**Provided entries**
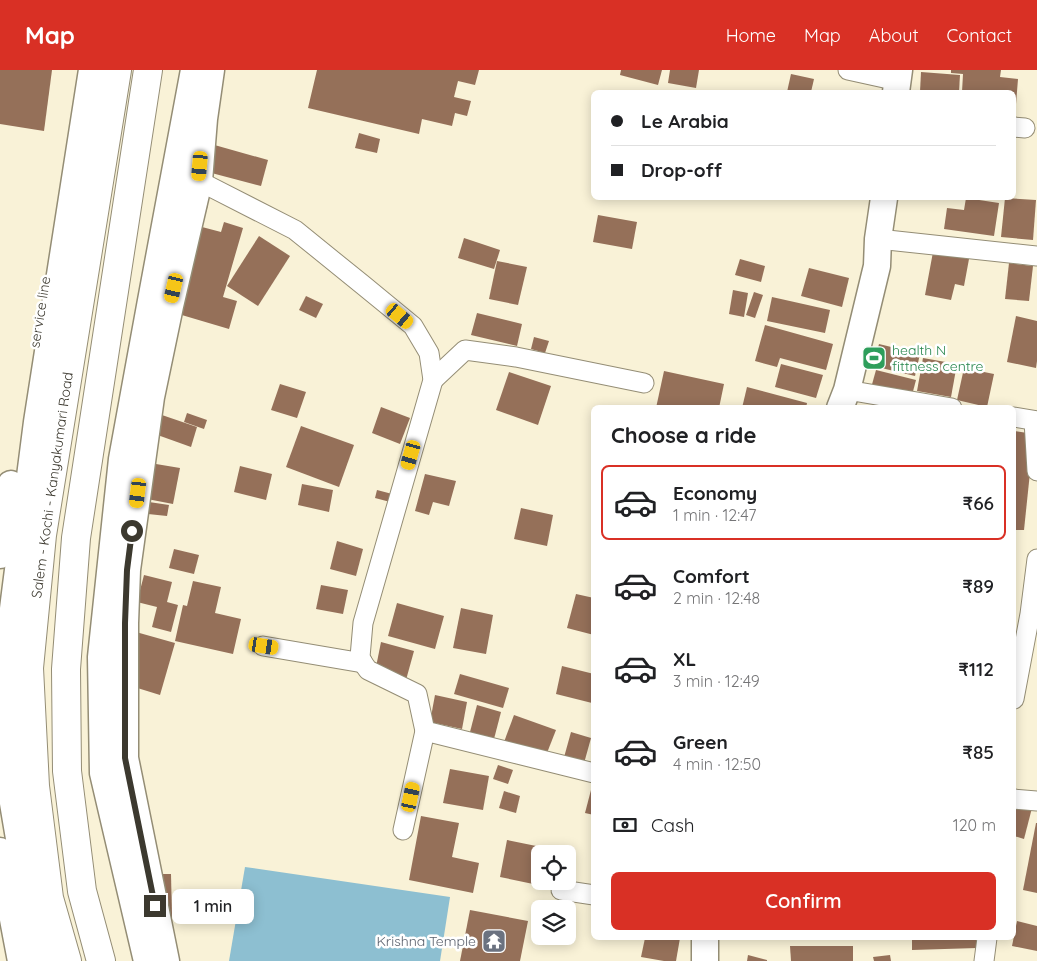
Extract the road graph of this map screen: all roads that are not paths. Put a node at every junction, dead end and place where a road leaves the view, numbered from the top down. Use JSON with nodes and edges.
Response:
{"nodes":[{"id":1,"x":79,"y":70,"type":"edge"},
{"id":2,"x":92,"y":70,"type":"edge"},
{"id":3,"x":117,"y":70,"type":"edge"},
{"id":4,"x":148,"y":70,"type":"edge"},
{"id":5,"x":194,"y":70,"type":"edge"},
{"id":6,"x":211,"y":70,"type":"edge"},
{"id":7,"x":848,"y":70,"type":"edge"},
{"id":8,"x":898,"y":81,"type":"edge"},
{"id":9,"x":199,"y":182,"type":"junction"},
{"id":10,"x":884,"y":200,"type":"edge"},
{"id":11,"x":878,"y":239,"type":"junction"},
{"id":12,"x":1037,"y":256,"type":"edge"},
{"id":13,"x":433,"y":380,"type":"junction"},
{"id":14,"x":644,"y":383,"type":"dead end"},
{"id":15,"x":843,"y":399,"type":"edge"},
{"id":16,"x":916,"y":405,"type":"edge"},
{"id":17,"x":1016,"y":418,"type":"edge"},
{"id":18,"x":1035,"y":421,"type":"edge"},
{"id":19,"x":1037,"y":470,"type":"edge"},
{"id":20,"x":0,"y":555,"type":"edge"},
{"id":21,"x":1037,"y":559,"type":"edge"},
{"id":22,"x":264,"y":646,"type":"dead end"},
{"id":23,"x":362,"y":663,"type":"junction"},
{"id":24,"x":1016,"y":689,"type":"edge"},
{"id":25,"x":425,"y":731,"type":"junction"},
{"id":26,"x":591,"y":772,"type":"edge"},
{"id":27,"x":1016,"y":799,"type":"edge"},
{"id":28,"x":1037,"y":801,"type":"edge"},
{"id":29,"x":404,"y":830,"type":"dead end"},
{"id":30,"x":0,"y":851,"type":"edge"},
{"id":31,"x":561,"y":890,"type":"dead end"},
{"id":32,"x":591,"y":895,"type":"edge"},
{"id":33,"x":705,"y":940,"type":"edge"},
{"id":34,"x":987,"y":940,"type":"edge"},
{"id":35,"x":21,"y":961,"type":"edge"},
{"id":36,"x":46,"y":961,"type":"edge"},
{"id":37,"x":66,"y":961,"type":"edge"},
{"id":38,"x":101,"y":961,"type":"edge"},
{"id":39,"x":147,"y":961,"type":"edge"},
{"id":40,"x":166,"y":961,"type":"edge"},
{"id":41,"x":706,"y":961,"type":"edge"},
{"id":42,"x":984,"y":961,"type":"edge"}],
"edges":[{"from":1,"to":20,"type":"main road","name":"service line"},
{"from":2,"to":36,"type":"main road"},
{"from":3,"to":37,"type":"highway","name":"Salem - Kochi - Kanyakumari Road"},
{"from":4,"to":38,"type":"highway"},
{"from":5,"to":39,"type":"main road"},
{"from":6,"to":9,"type":"main road"},
{"from":7,"to":8,"type":"street"},
{"from":9,"to":13,"type":"street"},
{"from":9,"to":40,"type":"main road"},
{"from":10,"to":11,"type":"main road"},
{"from":11,"to":12,"type":"street"},
{"from":11,"to":15,"type":"main road"},
{"from":13,"to":14,"type":"street"},
{"from":13,"to":23,"type":"street"},
{"from":15,"to":16,"type":"street"},
{"from":17,"to":18,"type":"street"},
{"from":18,"to":19,"type":"street"},
{"from":21,"to":24,"type":"street"},
{"from":22,"to":23,"type":"street"},
{"from":23,"to":25,"type":"street"},
{"from":25,"to":26,"type":"street"},
{"from":25,"to":29,"type":"street"},
{"from":27,"to":28,"type":"street"},
{"from":30,"to":35,"type":"main road"},
{"from":31,"to":32,"type":"street"},
{"from":33,"to":41,"type":"main road"},
{"from":34,"to":42,"type":"street"}]}
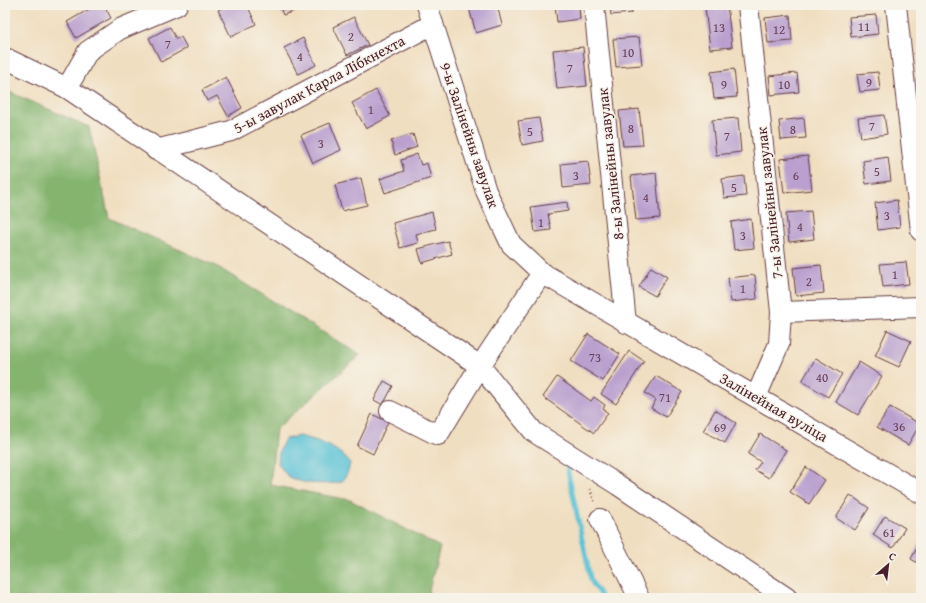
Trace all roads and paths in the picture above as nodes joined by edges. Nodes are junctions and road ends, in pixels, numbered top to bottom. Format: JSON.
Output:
{"nodes":[{"id":1,"x":177,"y":5,"type":"edge"},
{"id":2,"x":427,"y":5,"type":"edge"},
{"id":3,"x":594,"y":5,"type":"edge"},
{"id":4,"x":748,"y":5,"type":"edge"},
{"id":5,"x":896,"y":5,"type":"edge"},
{"id":6,"x":433,"y":24,"type":"junction"},
{"id":7,"x":5,"y":58,"type":"edge"},
{"id":8,"x":67,"y":88,"type":"junction"},
{"id":9,"x":156,"y":150,"type":"junction"},
{"id":10,"x":921,"y":231,"type":"edge"},
{"id":11,"x":542,"y":273,"type":"junction"},
{"id":12,"x":921,"y":307,"type":"edge"},
{"id":13,"x":780,"y":312,"type":"junction"},
{"id":14,"x":626,"y":322,"type":"junction"},
{"id":15,"x":480,"y":366,"type":"junction"},
{"id":16,"x":756,"y":397,"type":"junction"},
{"id":17,"x":390,"y":411,"type":"dead end"},
{"id":18,"x":921,"y":493,"type":"edge"},
{"id":19,"x":600,"y":519,"type":"dead end"},
{"id":20,"x":639,"y":598,"type":"edge"},
{"id":21,"x":787,"y":598,"type":"edge"}],
"edges":[{"from":1,"to":8,"type":"street"},
{"from":2,"to":6,"type":"street","name":"9-ы Залінейны завулак"},
{"from":3,"to":14,"type":"street","name":"8-ы Залінейны завулак"},
{"from":4,"to":13,"type":"street","name":"7-ы Залінейны завулак"},
{"from":5,"to":10,"type":"street"},
{"from":6,"to":9,"type":"street","name":"5-ы завулак Карла Лібкнехта"},
{"from":6,"to":11,"type":"street","name":"9-ы Залінейны завулак"},
{"from":7,"to":8,"type":"street"},
{"from":8,"to":9,"type":"street"},
{"from":9,"to":15,"type":"street"},
{"from":11,"to":14,"type":"street","name":"9-ы Залінейны завулак"},
{"from":11,"to":15,"type":"street"},
{"from":12,"to":13,"type":"street"},
{"from":13,"to":16,"type":"street","name":"7-ы Залінейны завулак"},
{"from":14,"to":16,"type":"street","name":"Залінейная вуліца"},
{"from":15,"to":17,"type":"street"},
{"from":15,"to":21,"type":"street"},
{"from":16,"to":18,"type":"street","name":"Залінейная вуліца"},
{"from":19,"to":20,"type":"street"}]}
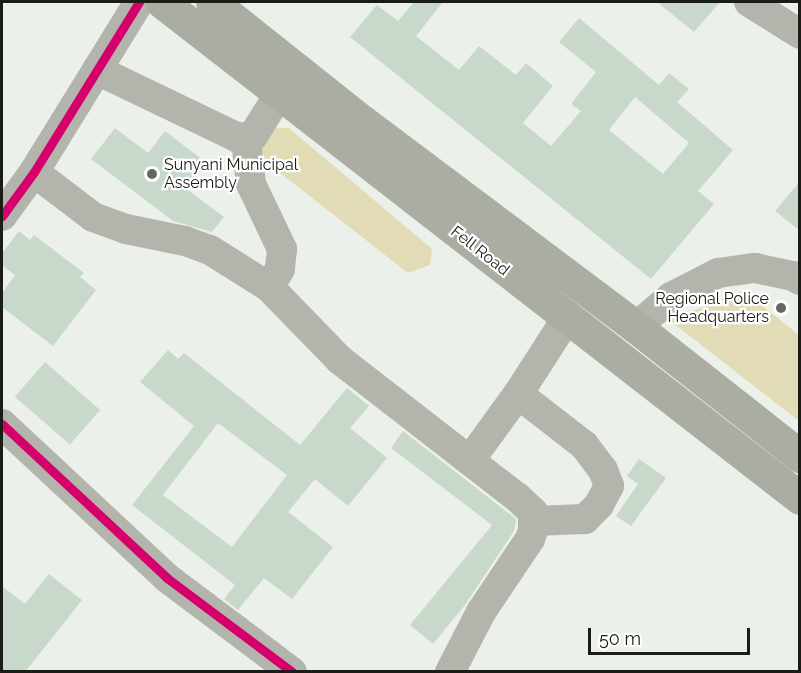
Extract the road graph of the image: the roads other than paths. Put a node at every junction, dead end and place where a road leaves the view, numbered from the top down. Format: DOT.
graph roads {
  1 [pos="140,2"];
  2 [pos="162,2"];
  3 [pos="212,2"];
  4 [pos="749,2"];
  5 [pos="800,34"];
  6 [pos="97,70"];
  7 [pos="279,94"];
  8 [pos="246,139"];
  9 [pos="34,172"];
  10 [pos="2,216"];
  11 [pos="800,280"];
  12 [pos="269,287"];
  13 [pos="567,318"];
  14 [pos="636,327"];
  15 [pos="518,394"];
  16 [pos="2,424"];
  17 [pos="798,453"];
  18 [pos="470,460"];
  19 [pos="800,498"];
  20 [pos="534,521"];
  21 [pos="292,672"];
  22 [pos="450,672"];
  1 -- 6 [label="street"];
  2 -- 7 [label="main road, Fell Road"];
  3 -- 14 [label="main road, Fell Road"];
  4 -- 5 [label="street"];
  6 -- 8 [label="street"];
  6 -- 9 [label="street"];
  7 -- 8 [label="street"];
  7 -- 13 [label="main road, Fell Road"];
  8 -- 12 [label="street"];
  9 -- 10 [label="street"];
  9 -- 12 [label="street"];
  11 -- 14 [label="street"];
  12 -- 18 [label="street"];
  13 -- 15 [label="street"];
  13 -- 19 [label="main road, Fell Road"];
  14 -- 17 [label="main road, Fell Road"];
  15 -- 18 [label="street"];
  15 -- 20 [label="street"];
  16 -- 21 [label="street"];
  18 -- 20 [label="street"];
  20 -- 22 [label="street"];
}
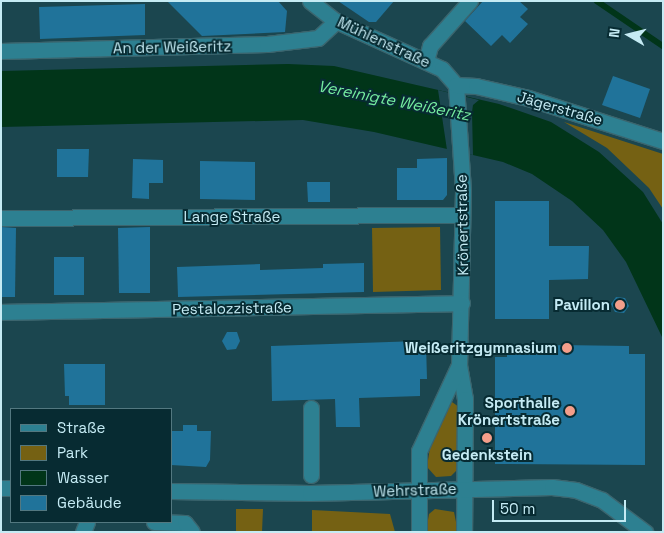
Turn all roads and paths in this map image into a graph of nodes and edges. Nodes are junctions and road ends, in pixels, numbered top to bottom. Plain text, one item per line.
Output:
1 (310, 1) edge
2 (470, 1) edge
3 (336, 21) junction
4 (1, 51) edge
5 (426, 61) junction
6 (457, 90) junction
7 (663, 141) edge
8 (462, 215) junction
9 (1, 218) edge
10 (462, 303) junction
11 (1, 312) edge
12 (459, 365) junction
13 (311, 408) dead end
14 (311, 475) dead end
15 (464, 489) junction
16 (420, 491) junction
17 (172, 492) edge
18 (172, 523) edge
19 (192, 532) edge
20 (419, 532) edge
21 (464, 532) edge
22 (645, 532) edge

1 - 3 street, Mühlenstraße
2 - 5 street
3 - 4 street, An der Weißeritz
3 - 5 street, Mühlenstraße
5 - 6 street, Mühlenstraße
6 - 7 street, Jägerstraße
6 - 8 street, Krönertstraße
8 - 9 street, Lange Straße
8 - 10 street, Krönertstraße
10 - 11 street, Pestalozzistraße
10 - 12 street, Krönertstraße
12 - 15 street, Krönertstraße
12 - 16 street, Krönertstraße
13 - 14 street
15 - 16 street, Wehrstraße
15 - 21 street, Krönertstraße
15 - 22 street, Wehrstraße
16 - 17 street, Wehrstraße
16 - 20 street, Krönertstraße
18 - 19 street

**Assignment**
In the listing above, find the line containing "Turn all roads", then reproduce it and each line after it through the end, exactly and with nothing added.

**Solved problem**
Turn all roads and paths in this map image into a graph of nodes and edges. Nodes are junctions and road ends, in pixels, numbered top to bottom. Plain text, one item per line.
Output:
1 (310, 1) edge
2 (470, 1) edge
3 (336, 21) junction
4 (1, 51) edge
5 (426, 61) junction
6 (457, 90) junction
7 (663, 141) edge
8 (462, 215) junction
9 (1, 218) edge
10 (462, 303) junction
11 (1, 312) edge
12 (459, 365) junction
13 (311, 408) dead end
14 (311, 475) dead end
15 (464, 489) junction
16 (420, 491) junction
17 (172, 492) edge
18 (172, 523) edge
19 (192, 532) edge
20 (419, 532) edge
21 (464, 532) edge
22 (645, 532) edge

1 - 3 street, Mühlenstraße
2 - 5 street
3 - 4 street, An der Weißeritz
3 - 5 street, Mühlenstraße
5 - 6 street, Mühlenstraße
6 - 7 street, Jägerstraße
6 - 8 street, Krönertstraße
8 - 9 street, Lange Straße
8 - 10 street, Krönertstraße
10 - 11 street, Pestalozzistraße
10 - 12 street, Krönertstraße
12 - 15 street, Krönertstraße
12 - 16 street, Krönertstraße
13 - 14 street
15 - 16 street, Wehrstraße
15 - 21 street, Krönertstraße
15 - 22 street, Wehrstraße
16 - 17 street, Wehrstraße
16 - 20 street, Krönertstraße
18 - 19 street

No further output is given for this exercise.